1 Department of Biochemistry and Molecular Biology, National Hepatology and Tropical Medicine Research institute, Nasr City, Cairo, Egypt
2 Faculty of Biotechnology, October University for Modern Sciences and Arts (MSA), 6th October City, Giza City, Giza, Egypt
3 Department of Clinical Oncology, Kasr Al-Ainy Center of Clinical Oncology and Nuclear Medicine (NEMROCK), Kasr Al-Ainy School of Medicine, Cairo University, Giza City, Giza, Egypt
4 Department of Clinical Pathology, National Cancer Institute, Cairo University, Cairo Governorate, Mansoura City, Egypt
5 Department of Surgery, National Hepatology and Tropical Medicine Research institute, Nasr City, Cairo, Egypt
6 Department of Internal Medicine, Faculty of Medicine (Girls), Al-Azhar University, Nasr City, Cairo, Egypt
7 Department of Internal Medicine and Endocrinology, Faculty of Medicine, Mansoura University, Elgomhouria St., Mansoura City, Egypt
8 Department of Tropical Medicine, Faculty of Medicine, Tanta University, l-Gaish, Tanta Qism 2, Tanta, Gharbia Governorate, Egypt

Correspondence Address:
Sherief Abd-Elsalam
Department of Tropical Medicine, Faculty of Medicine, Tanta University, l-Gaish, Tanta Qism 2, Tanta, Gharbia Governorate
Egypt

Abstract

BACKGROUND AND AIMS: Pancreatic cancer (PC) is the fourth most common cause of death from cancer in Egypt.
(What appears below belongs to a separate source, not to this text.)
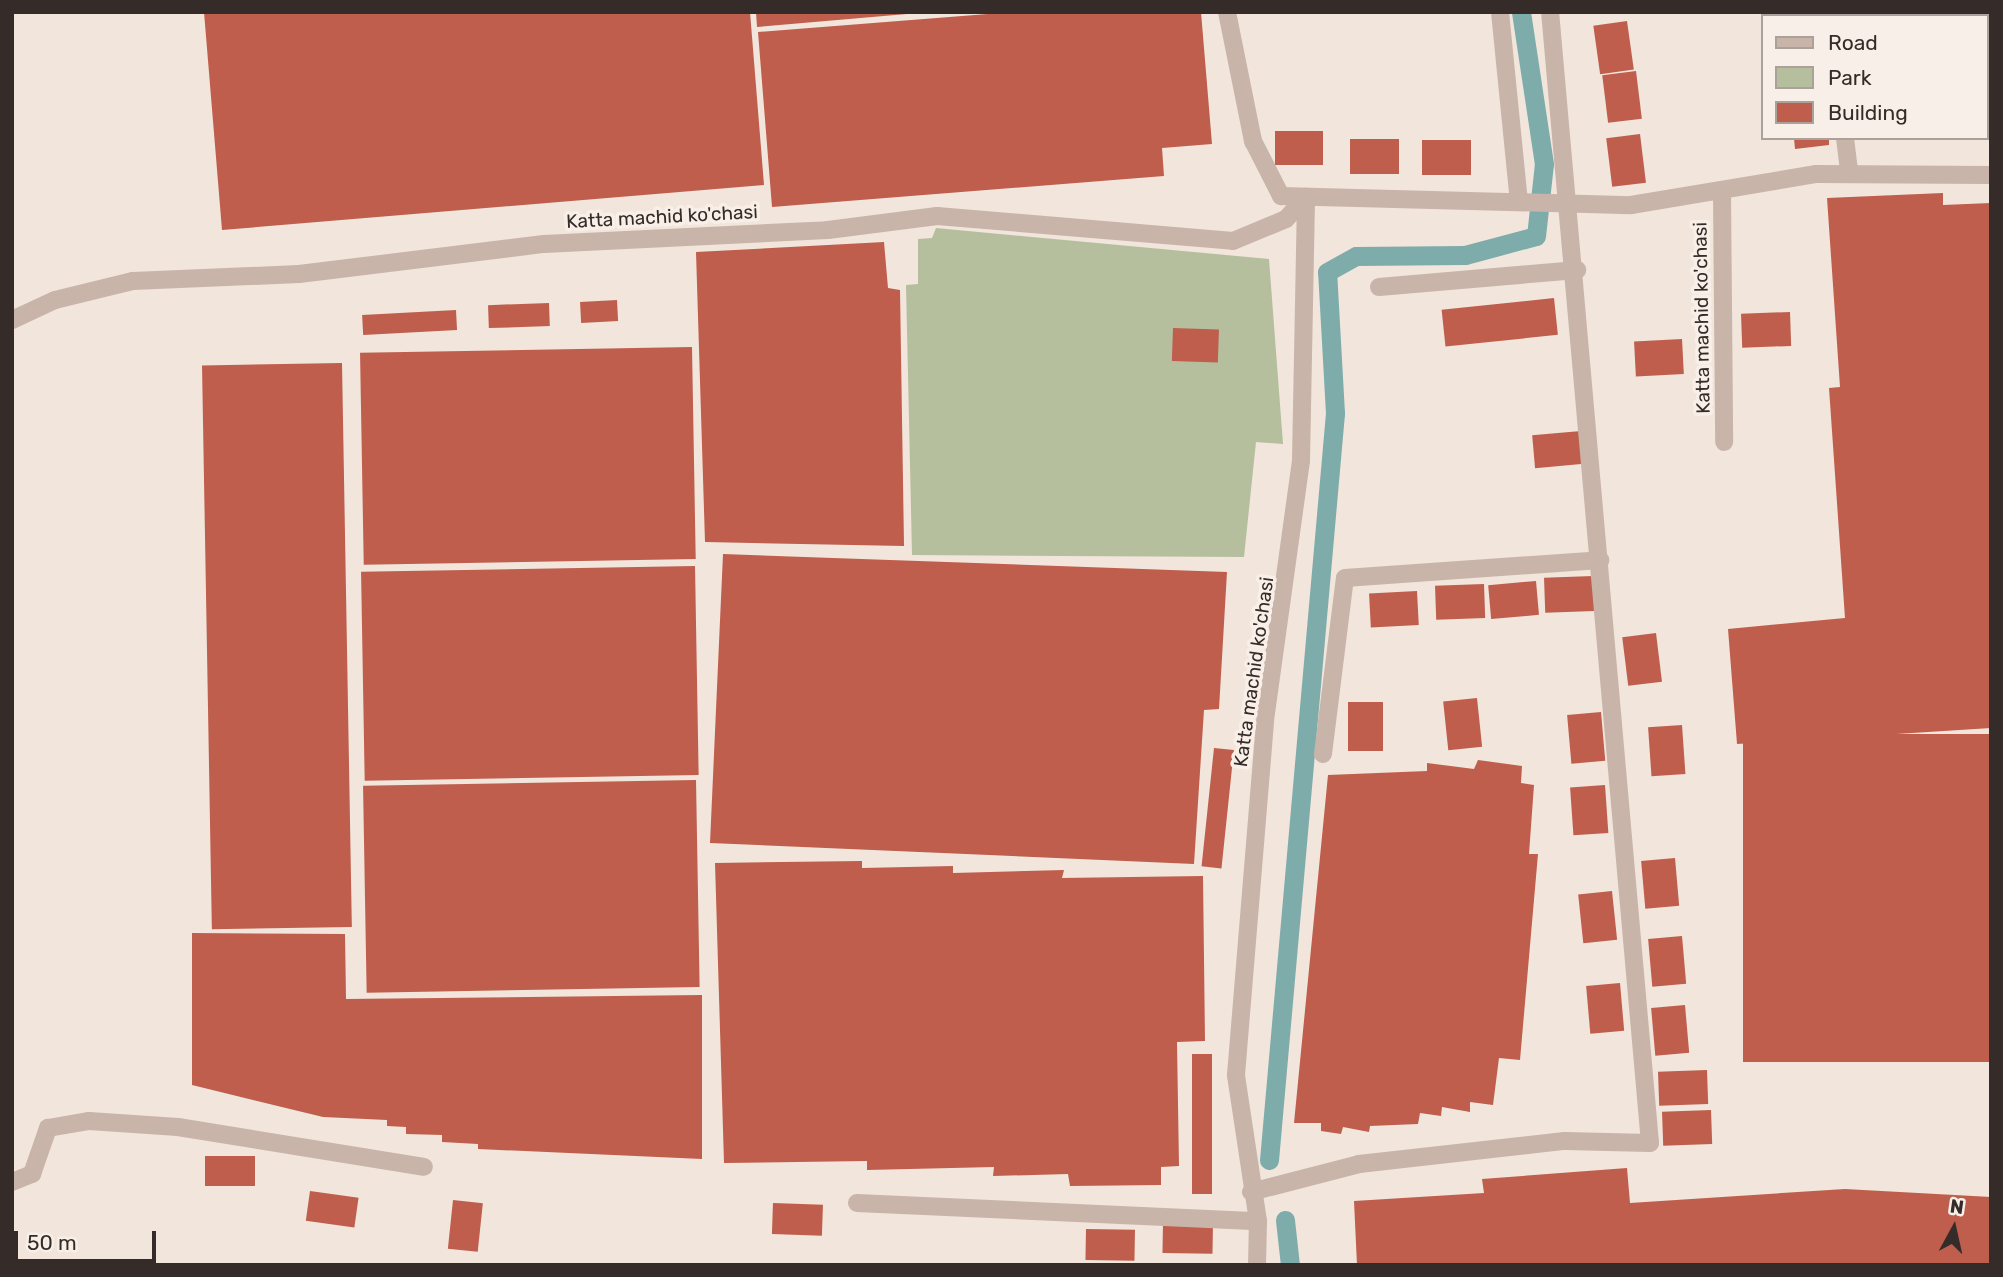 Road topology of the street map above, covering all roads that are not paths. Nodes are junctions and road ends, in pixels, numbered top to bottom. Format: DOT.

Few studies have been conducted to assess the relationship between vitamin D serum level and vitamin D receptor (VDR) polymorphisms with the survival of PC patients. This is the first study in Egypt to investigate the association of the status of vitamin D serum level and genotypic distribution of single nucleotide polymorphisms (SNP) Fok1 with the risk of developing PC and whether they could detect survival or not. PATIENTS AND METHODS: The study included a total of 47 PC cases that were histopathologically proven to have PC, and 37 controls that were attending at the same time for investigation but proved that they were all PC free. Pre-diagnostic concentrations of vitamin D and VDR polymorphism Fok1 were assessed from all participants in the study. RESULTS: There was a 1.5-fold increase in the serum level of vitamin D in PC patients when compared to non-PC subjects. Regarding VDR Fok1, polymorphism distribution in PC was CC (Wild Type) 26 (55.3%), CT 16 (34%), and TT 5 patients (10.7%). For the control group, CC was found in 24 (64.8%), CT in 12 (32.4%), and TT genotype was found only in one individual 1 (2.8%) with no statistically significant difference between the two studied groups (P 0.72). CONCLUSION: Low serum vitamin D or VDR-SNP is not a risk factor for PC in Egyptian patients. Recommendations to increase vitamin D concentrations in healthy persons for the prevention of cancer and improving overall survival should be carefully considered.



How to cite this article:
Mohamed AA, Aref AM, Talima SM, A Elshimy RA, Gerges SS, Meghed M, Zahran FE, EL-Adawy EH, Abd-Elsalam S. Association of serum level of vitamin D and VDR polymorphism Fok1 with the risk or survival of pancreatic cancer in Egyptian population.Indian J Cancer 2019;56:130-134


How to cite this URL:
Mohamed AA, Aref AM, Talima SM, A Elshimy RA, Gerges SS, Meghed M, Zahran FE, EL-Adawy EH, Abd-Elsalam S. Association of serum level of vitamin D and VDR polymorphism Fok1 with the risk or survival of pancreatic cancer in Egyptian population. Indian J Cancer [serial online] 2019 [cited 2019 Sep 20 ];56:130-134
Available from: http://www.indianjcancer.com/text.asp?2019/56/2/130/257549


Full Text



 Introduction



Pancreatic cancer (PC) is the fourth most common cause of death from cancer in the USA and expected to be the second deadliest cancer in the USA by 2020.[1] Prognosis is very poor; 1 and 5 years survival rates are 25% and 4%, respectively. As most patients are diagnosed at stage 3, good numbers of patients die within 1 year from its discovery.[2]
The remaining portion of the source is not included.